Na fase de campo, os taxonomistas coletam folhas que são preservadas em soluções hipersalinas. Depois, em laboratório, robôs extraem DNA em massa das amostras e preparam reações enzimáticas para sequenciamento. A reação em cadeia da polimerase (PCR) delimita a região que se quer analisar e proporciona a amplificação dessa região em milhões de cópias. Usa-se, numa fase posterior, a reação de amplificação para fazer a reação de sequenciamento. No caso dos códigos de barra de DNA, faz-se a amplificação indivíduo por indivíduo, empregando como técnica o sequenciamento de Sanger.

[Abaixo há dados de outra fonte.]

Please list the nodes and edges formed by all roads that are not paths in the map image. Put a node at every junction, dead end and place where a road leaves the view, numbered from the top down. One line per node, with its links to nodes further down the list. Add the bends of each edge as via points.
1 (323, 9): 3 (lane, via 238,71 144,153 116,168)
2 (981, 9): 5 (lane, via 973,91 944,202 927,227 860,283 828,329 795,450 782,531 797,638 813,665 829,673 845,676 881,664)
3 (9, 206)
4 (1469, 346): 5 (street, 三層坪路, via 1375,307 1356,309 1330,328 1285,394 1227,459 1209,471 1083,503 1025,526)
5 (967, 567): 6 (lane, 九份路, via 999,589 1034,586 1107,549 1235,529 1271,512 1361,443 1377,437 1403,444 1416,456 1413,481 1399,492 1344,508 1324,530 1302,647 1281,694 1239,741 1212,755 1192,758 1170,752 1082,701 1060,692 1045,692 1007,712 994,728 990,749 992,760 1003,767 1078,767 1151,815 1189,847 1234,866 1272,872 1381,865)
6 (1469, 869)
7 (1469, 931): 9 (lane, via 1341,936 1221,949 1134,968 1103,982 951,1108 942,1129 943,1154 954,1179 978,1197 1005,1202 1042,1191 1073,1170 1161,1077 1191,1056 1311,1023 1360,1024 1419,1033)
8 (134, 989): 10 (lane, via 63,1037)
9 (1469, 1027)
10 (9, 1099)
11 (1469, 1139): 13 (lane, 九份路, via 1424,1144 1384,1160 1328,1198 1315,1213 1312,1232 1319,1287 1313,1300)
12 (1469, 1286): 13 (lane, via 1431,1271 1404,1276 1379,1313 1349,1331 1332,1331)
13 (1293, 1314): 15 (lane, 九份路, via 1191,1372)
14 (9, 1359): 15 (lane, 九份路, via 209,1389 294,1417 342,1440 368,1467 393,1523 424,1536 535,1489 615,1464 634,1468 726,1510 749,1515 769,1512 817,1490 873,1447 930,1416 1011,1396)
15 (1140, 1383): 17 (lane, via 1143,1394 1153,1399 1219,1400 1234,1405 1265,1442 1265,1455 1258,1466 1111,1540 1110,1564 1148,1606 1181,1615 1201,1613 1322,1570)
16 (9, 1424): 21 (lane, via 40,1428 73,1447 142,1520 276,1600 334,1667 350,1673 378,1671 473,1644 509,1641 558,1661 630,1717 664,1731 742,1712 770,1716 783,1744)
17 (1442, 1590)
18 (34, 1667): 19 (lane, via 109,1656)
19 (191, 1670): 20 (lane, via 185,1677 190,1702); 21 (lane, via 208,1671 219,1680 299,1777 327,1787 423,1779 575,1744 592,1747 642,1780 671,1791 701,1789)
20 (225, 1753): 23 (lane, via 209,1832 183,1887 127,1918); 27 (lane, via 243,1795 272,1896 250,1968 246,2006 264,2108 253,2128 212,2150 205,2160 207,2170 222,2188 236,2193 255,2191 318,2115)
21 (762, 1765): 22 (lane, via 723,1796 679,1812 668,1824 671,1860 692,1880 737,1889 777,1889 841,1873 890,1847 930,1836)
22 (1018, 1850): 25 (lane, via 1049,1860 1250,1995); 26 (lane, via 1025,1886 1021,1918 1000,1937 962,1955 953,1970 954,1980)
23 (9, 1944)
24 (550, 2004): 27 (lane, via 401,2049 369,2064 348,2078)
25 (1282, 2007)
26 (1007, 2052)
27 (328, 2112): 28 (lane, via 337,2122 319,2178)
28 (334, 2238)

Ao final, gera-se um código de barras relativo a cada espécie. Ao todo foram gerados até o momento 7.082 códigos de barra de DNA. Se o processo já é, em si, uma grande evolução, ele ainda traz oportunidades de avanços maiores. As plantas podem ser analisadas em grupo, em vez de individualmente, para se obter um sequenciamento em massa, e é possível, ainda, capturar o rastro do DNA pelo solo, sem necessidade de fazer a amostragem com as próprias plantas. “Para a Vale, o trabalho se torna mais rápido e menos custoso. Em 2019, validaremos o processo para que ele seja aceito pelos órgãos ambientais. Isso diminuirá as surpresas pelo caminho e antecipará informações para o planejamento da lavra. Atuamos também de forma próxima com equipes de recuperação de áreas degradadas, para as quais o processo desenvolvido aqui será muito útil para o acompanhamento da progressão do processo de recuperação”, projeta Guilherme.